So here is what I suggest. Companies should reevaluate the demands and amount of time they make people work each week. OR only hire single individuals, with no children, no outside life, and a love of money. Because people like me just don't fall into the guidelines of success they write otherwise.

Tuesday, February 7, 2017

Winds of Change

To pirates, that meant something good or bad was about to happen, depending on the feeling in your gut. According to the Merriam-Webster dictionary, it means:

Forces that have the power to change things – used generally to mean change is going to happen.”
For me, the winds are bringing good change. It is time to admit that my current job has run its course. I gained what I needed from it to build up my knowledge and skills. I've also made connections. And now I’m ready to take them with me and make the next company I work for all the better for it. In addition, I’m going to use what I know in building my own business ideas. I have two in the works that I would love far more than anything I could do otherwise.

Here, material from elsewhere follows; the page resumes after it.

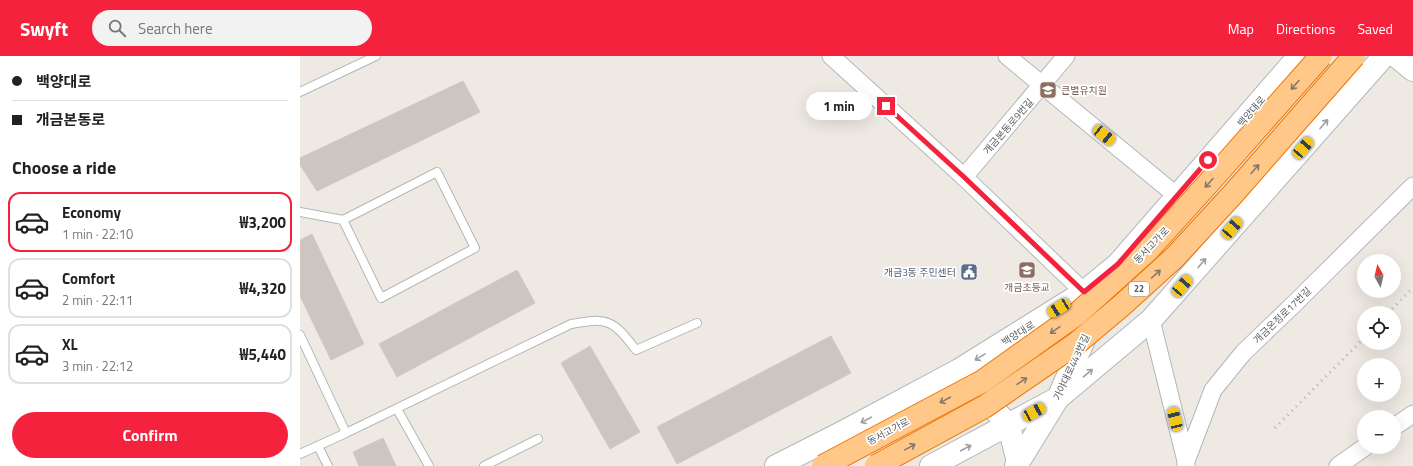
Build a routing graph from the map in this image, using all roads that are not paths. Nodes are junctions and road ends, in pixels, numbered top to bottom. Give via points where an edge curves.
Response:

When you go home so depressed that you can’t even find the desire to have a normal conversation with the ones you love, when you find that you feel completely drained once you reach the weekend instead of feeling relaxed, and most importantly, when you feel that you have no drive to try for anything anymore… its time to realize that you need a change. The past few weeks have been just that. I felt hopeless. I was ready to quit. Ready to cry. Ready to scream. In my head, “I’m done” was all I could think about. Done with everything. That’s how bad my work weeks were.
They did great things, and yes, I might feel like they were amazing once, but that “once upon time” has ended. What I once loved doing, I now dread arriving for. I feel so burnt out. So lost in the tasks that are thrown my way by all corners of the office. I have read so many articles lately on how the younger generation in sales and growing businesses are losing energy. They are dropping off the grid of competitive goals. Why? They just can't keep up with demands. Demands that are unrealistic. France actually had to pass a law that employees CAN ignore work emails when they are off the clock. Seriously? My lead, not a manager, has clients calling, texting, emailing her, calling her through Skype - at all hours of the day/night. She works all day, goes home and works some more and then some on the weekends. But all she gets compensated for is the 8-5 work day. I can't live like that. I want a life outside the office. I have a family with multiple small children. I want to have that perfect life with lots of money saved up for future goals, but not at the expense of missing what I consider important now. My kids. My soon-to-be husband. They mean the world to me. I'd rather be poor with them, than alone at work and swimming in money.
So I'm now preparing for the changes to come. I'm looking to better the world around me. And if that means moving forward, then so be it.

7 wonderful years so far

This past weekend was my little man, Allen's, 7th birthday.
Time flies! He has grown taller than his older brother. He is also sharp-witted and mathematically inclined. So, I'm one proud mama. We took him to Main Event. For the past couple weeks (weekends), we have been trapped at home. Everyone had some kind of ailment. My oldest son had severe allergies, Allen had pneumonia, my older girl had a perforated ear drum and allergies, and the baby was showing signs of congestion for unknown reasons. I had something that ended up in allergies. And my fiancé also had his allergies flare up. We were miserable. I missed work. All the kids missed some school. It was quite the time. So this past weekend, my fiancé and I decided that we had had enough of being trapped indoors. It was time to venture outside while we were feeling a bit more on the mend. We had some friends join in and got a small cake to share. Everyone ate and played and had a great time. He had all kinds of Lego and Minecraft gifts to love. It was wonderful. And it made me so happy. They are growing up so quickly. I want to treasure the moments while I can. Before I know it, they will be grown and gone.
When we got home, we had these little gemstone kits I got on clearance at Target a while back.
 
You chip away until you find your "gem".
Some of them are supposed to be real and valuable. Like one that I opened had what is supposed to be an actual diamond.
It was so much fun for all of us. And the smiles we all shared will be memories I keep in my heart. Happy Birthday, little man. Mommy loves you!